Lots and Lots of Census Maps (part 2)

My last post on the Census Maps got as far as running a simple comparison of every combination of every possible map at LSOA level to obtain a similarity metric. There are 2,558 possible variables that can be mapped, so my dataset contains 6,543,364 lines. I’ve used the graph from the last post to set a cut off of 20 (in RGB units) to select only the closest matches. As the metric I’m using is distance in RGB space, it’s actually a dissimilarity metric, so 0 to 20 gives me about 4.5% of the top matches, resulting in 295,882 lines. Using an additional piece of code I can link this data back to the plain text description of the table and field so I can start to analyse it.

The first thing I noticed in the data is that all my rows are in pairs. A matches with B in the same way that B matches with A and I forgot that the results matrix only needs to be triangular, so I’ve got twice as much data as I actually needed. The second thing I noticed was that most of the data relates to Ethnic Group, Language and Country of Birth or Nationality. The top of my data looks like the following:

0.1336189 QS211EW0094 QS211EW0148 (Ethnic Group (detailed)) Mixed/multiple ethnic group: Israeli AND (Ethnic Group (detailed)) Asian/Asian British: Italian
0.1546012 QS211EW0178 QS211EW0204 (Ethnic Group (detailed)) Black/African/Caribbean/Black British: Black European AND (Ethnic Group (detailed)) Other ethnic group: Australian/New Zealander
0.1546012 QS211EW0204 QS211EW0178 (Ethnic Group (detailed)) Other ethnic group: Australian/New Zealander AND (Ethnic Group (detailed)) Black/African/Caribbean/Black British: Black European
0.1710527 QS211EW0050 QS211EW0030 (Ethnic Group (detailed)) White: Somalilander AND (Ethnic Group (detailed)) White: Kashmiri
0.1883012 QS203EW0073 QS211EW0113 (Country of Birth (detailed)) Antarctica and Oceania: Antarctica AND (Ethnic Group (detailed)) Mixed/multiple ethnic group: Peruvian
0.1883012 QS211EW0113 QS203EW0073 (Ethnic Group (detailed)) Mixed/multiple ethnic group: Peruvian AND (Country of Birth (detailed)) Antarctica and Oceania: Antarctica
0.1889113 QS211EW0170 QS211EW0242 (Ethnic Group (detailed)) Asian/Asian British: Turkish Cypriot AND (Ethnic Group (detailed)) Other ethnic group: Punjabi
0.1925942 QS211EW0133 KS201EW0011 (Ethnic Group (detailed)) Asian/Asian British: Pakistani or British Pakistani AND (Ethnic Group) Asian/Asian British: Pakistani

The data has had the leading diagonal removed so there are no matches between datasets and themselves. The columns show match value (0.133), first column code (QS211EW0094), second column code (QS211EW0148) and finally the plain text description. This takes the form of the Census Table in brackets (Ethnic Group (Detailed)), the column description (Mixed/multiple ethnic group: Israeli), then “AND” followed by the same format for the second table and field being matched against.
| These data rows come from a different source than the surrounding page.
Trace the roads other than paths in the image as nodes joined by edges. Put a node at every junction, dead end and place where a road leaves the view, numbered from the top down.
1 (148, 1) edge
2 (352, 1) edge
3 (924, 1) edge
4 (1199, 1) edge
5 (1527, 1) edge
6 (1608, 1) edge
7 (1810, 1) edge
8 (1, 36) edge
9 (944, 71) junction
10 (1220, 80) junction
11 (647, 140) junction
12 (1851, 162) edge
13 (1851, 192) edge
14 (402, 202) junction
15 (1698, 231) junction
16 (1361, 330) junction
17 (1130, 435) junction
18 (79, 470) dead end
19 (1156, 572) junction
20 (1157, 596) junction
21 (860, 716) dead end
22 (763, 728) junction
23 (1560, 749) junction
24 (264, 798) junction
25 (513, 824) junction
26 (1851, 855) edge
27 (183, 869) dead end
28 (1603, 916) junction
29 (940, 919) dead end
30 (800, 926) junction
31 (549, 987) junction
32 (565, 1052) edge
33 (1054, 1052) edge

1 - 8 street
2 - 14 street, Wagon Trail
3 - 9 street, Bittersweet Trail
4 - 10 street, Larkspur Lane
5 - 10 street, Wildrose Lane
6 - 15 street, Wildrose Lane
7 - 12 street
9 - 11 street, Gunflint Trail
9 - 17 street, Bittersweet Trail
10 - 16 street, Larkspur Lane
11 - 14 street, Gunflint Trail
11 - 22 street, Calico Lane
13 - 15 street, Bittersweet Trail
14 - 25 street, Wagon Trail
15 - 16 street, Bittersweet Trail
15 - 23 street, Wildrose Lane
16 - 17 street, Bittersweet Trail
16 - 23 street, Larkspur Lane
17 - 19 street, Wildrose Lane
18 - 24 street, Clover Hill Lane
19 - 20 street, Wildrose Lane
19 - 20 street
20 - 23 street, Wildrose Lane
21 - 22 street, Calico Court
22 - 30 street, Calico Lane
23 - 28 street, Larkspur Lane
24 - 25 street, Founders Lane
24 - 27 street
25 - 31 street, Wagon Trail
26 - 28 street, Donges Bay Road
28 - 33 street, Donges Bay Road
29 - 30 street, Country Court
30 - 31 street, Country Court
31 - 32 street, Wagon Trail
It probably makes sense that the highest matches are ethnicity, country of birth, religion and language as there is a definite causal relationship between all these things. The data also picks out groupings between pairs of ethnic groups and nationalities who tend to reside in the same areas. Some of these are surprising, so there must be a case for extracting all the nationality links and producing a graph visualisation of the relationships.
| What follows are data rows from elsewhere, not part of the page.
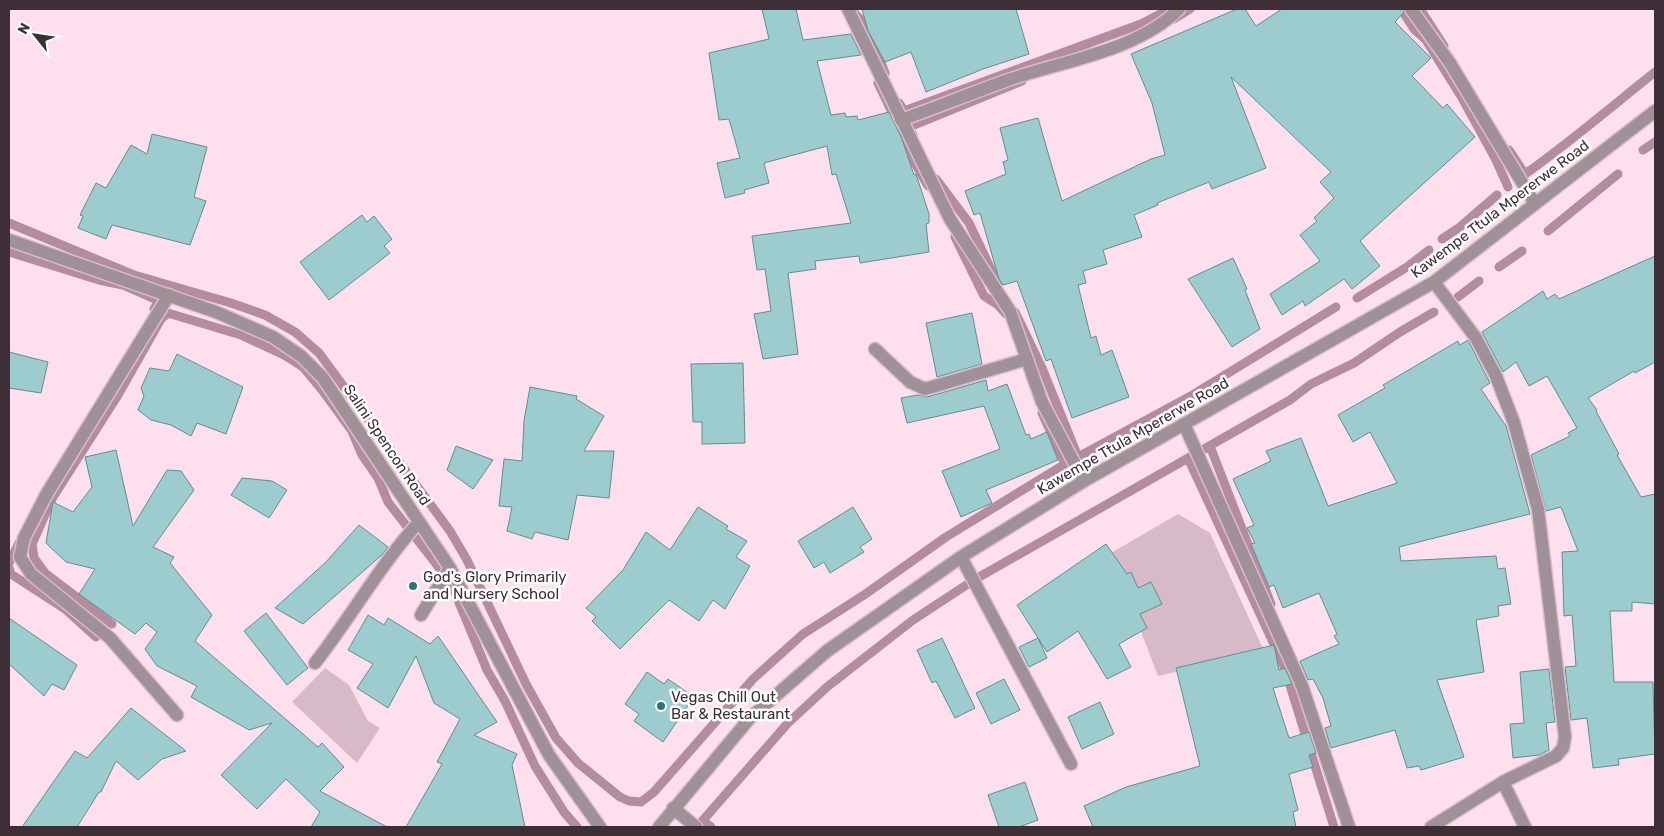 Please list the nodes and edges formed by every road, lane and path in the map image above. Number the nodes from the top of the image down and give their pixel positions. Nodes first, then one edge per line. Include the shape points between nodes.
1 (848, 9) edge
2 (1179, 9) edge
3 (1411, 9) edge
4 (1655, 112) edge
5 (901, 120) junction
6 (1535, 204) junction
7 (9, 240) edge
8 (1434, 282) junction
9 (169, 295) junction
10 (875, 349) dead end
11 (1027, 359) junction
12 (1184, 424) junction
13 (1084, 481) junction
14 (419, 522) junction
15 (962, 557) junction
16 (450, 568) junction
17 (421, 615) dead end
18 (315, 663) dead end
19 (177, 715) dead end
20 (1070, 764) dead end
21 (1503, 782) junction
22 (673, 808) junction
23 (600, 827) edge
24 (659, 827) edge
25 (696, 827) edge
26 (1349, 827) edge
27 (1432, 827) edge
28 (1524, 827) edge

1 - 5 street
2 - 5 street via 1143,35
3 - 6 street via 1450,63
4 - 6 street, Kawempe Ttula Mpererwe Road
5 - 11 street via 950,219 1010,311
6 - 8 street, Kawempe Ttula Mpererwe Road
7 - 9 street, Salini Spencon Road
8 - 12 street, Kawempe Ttula Mpererwe Road
8 - 21 street via 1476,338 1496,376 1514,423 1538,509 1565,737 1563,748 1556,756
9 - 14 street, Salini Spencon Road via 273,337 301,356 323,378
9 - 19 street via 46,495 24,538 20,557 31,574 116,644
10 - 11 street via 910,382 925,389
11 - 13 street via 1042,402
12 - 13 street, Kawempe Ttula Mpererwe Road
12 - 26 street via 1302,686
13 - 15 street, Kawempe Ttula Mpererwe Road
14 - 16 street, Salini Spencon Road
14 - 18 street
15 - 20 street
15 - 22 street, Kawempe Ttula Mpererwe Road via 827,651 750,718
16 - 17 street
16 - 23 street, Salini Spencon Road via 549,755
21 - 27 street
21 - 28 street
22 - 24 street, Kawempe Ttula Mpererwe Road
22 - 25 street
There are also some obvious problems with the data which you can see by looking at the last line of the table above: British Pakistani matches with British Pakistani. No surprise there, but it does highlight the fact that there are a lot of overlaps between columns in different data tables containing identical, or very similar data. At the moment I’m not sure how to remove this, but it needs some kind of equivalence lookup. This also occurs at least once on every table as there is always a total count column that matches with population density:

0.2201077 QS101EW0001 KS202EW0021 (Residence Type) All categories: Residence type AND (National Identity) All categories: National identity British

These two columns are just the total counts for the QS101 and KS202 tables, so they’re both maps of population. Heuristic number one is: remove anything containing “All categories” in both descriptions.

On the basis of this, it’s probably worth looking at the mid-range data rather than the exact matches as this is where it starts to get interesting:

10.82747 KS605EW0020 KS401EW0008 (Industry) A Agriculture, forestry and fishing AND (Dwellings, Household Spaces and Accomodation Type) Whole house or bungalow: Detached
10.8299 QS203EW0078 QS402EW0012 (Country of Birth (detailed)) Other AND (Accomodation Type – Households) Shared dwelling

To sum up, there is a lot more of this data than I was expecting, and my method of matching is rather naive. The next iteration of the data processing is going to have to work a lot harder to remove more of the trivial matches between two sets of data that are the same thing. I also want to see some maps so I can explore the data.